■ **EXERCISE INPUT**
%%

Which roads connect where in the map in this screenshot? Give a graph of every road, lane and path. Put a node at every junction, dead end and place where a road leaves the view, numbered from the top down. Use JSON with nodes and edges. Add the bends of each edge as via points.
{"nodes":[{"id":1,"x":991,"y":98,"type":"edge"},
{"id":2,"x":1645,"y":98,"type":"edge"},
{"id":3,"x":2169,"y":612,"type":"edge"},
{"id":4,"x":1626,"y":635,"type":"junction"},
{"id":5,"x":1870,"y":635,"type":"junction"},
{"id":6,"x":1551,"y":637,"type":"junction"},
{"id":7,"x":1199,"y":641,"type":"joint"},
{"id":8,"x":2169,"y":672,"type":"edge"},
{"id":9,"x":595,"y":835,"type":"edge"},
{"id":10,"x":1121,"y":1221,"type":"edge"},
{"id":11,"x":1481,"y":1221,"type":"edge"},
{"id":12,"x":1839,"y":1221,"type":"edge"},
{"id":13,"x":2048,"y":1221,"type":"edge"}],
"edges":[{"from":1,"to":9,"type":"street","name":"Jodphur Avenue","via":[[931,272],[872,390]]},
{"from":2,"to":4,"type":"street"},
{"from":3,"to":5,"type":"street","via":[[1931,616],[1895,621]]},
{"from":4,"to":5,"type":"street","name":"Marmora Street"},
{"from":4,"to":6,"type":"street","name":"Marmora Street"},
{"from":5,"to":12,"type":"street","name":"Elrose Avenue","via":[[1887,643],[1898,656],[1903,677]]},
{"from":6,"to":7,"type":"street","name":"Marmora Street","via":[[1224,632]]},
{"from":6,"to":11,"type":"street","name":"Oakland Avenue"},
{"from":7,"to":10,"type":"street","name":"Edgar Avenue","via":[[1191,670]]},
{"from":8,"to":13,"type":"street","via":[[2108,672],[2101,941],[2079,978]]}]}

%%

■ **ASSIGNMENT**
The records above must be repeated exactly, in their entirety.

■ **TASK RESPONSE**
Which roads connect where in the map in this screenshot? Give a graph of every road, lane and path. Put a node at every junction, dead end and place where a road leaves the view, numbered from the top down. Use JSON with nodes and edges. Add the bends of each edge as via points.
{"nodes":[{"id":1,"x":991,"y":98,"type":"edge"},
{"id":2,"x":1645,"y":98,"type":"edge"},
{"id":3,"x":2169,"y":612,"type":"edge"},
{"id":4,"x":1626,"y":635,"type":"junction"},
{"id":5,"x":1870,"y":635,"type":"junction"},
{"id":6,"x":1551,"y":637,"type":"junction"},
{"id":7,"x":1199,"y":641,"type":"joint"},
{"id":8,"x":2169,"y":672,"type":"edge"},
{"id":9,"x":595,"y":835,"type":"edge"},
{"id":10,"x":1121,"y":1221,"type":"edge"},
{"id":11,"x":1481,"y":1221,"type":"edge"},
{"id":12,"x":1839,"y":1221,"type":"edge"},
{"id":13,"x":2048,"y":1221,"type":"edge"}],
"edges":[{"from":1,"to":9,"type":"street","name":"Jodphur Avenue","via":[[931,272],[872,390]]},
{"from":2,"to":4,"type":"street"},
{"from":3,"to":5,"type":"street","via":[[1931,616],[1895,621]]},
{"from":4,"to":5,"type":"street","name":"Marmora Street"},
{"from":4,"to":6,"type":"street","name":"Marmora Street"},
{"from":5,"to":12,"type":"street","name":"Elrose Avenue","via":[[1887,643],[1898,656],[1903,677]]},
{"from":6,"to":7,"type":"street","name":"Marmora Street","via":[[1224,632]]},
{"from":6,"to":11,"type":"street","name":"Oakland Avenue"},
{"from":7,"to":10,"type":"street","name":"Edgar Avenue","via":[[1191,670]]},
{"from":8,"to":13,"type":"street","via":[[2108,672],[2101,941],[2079,978]]}]}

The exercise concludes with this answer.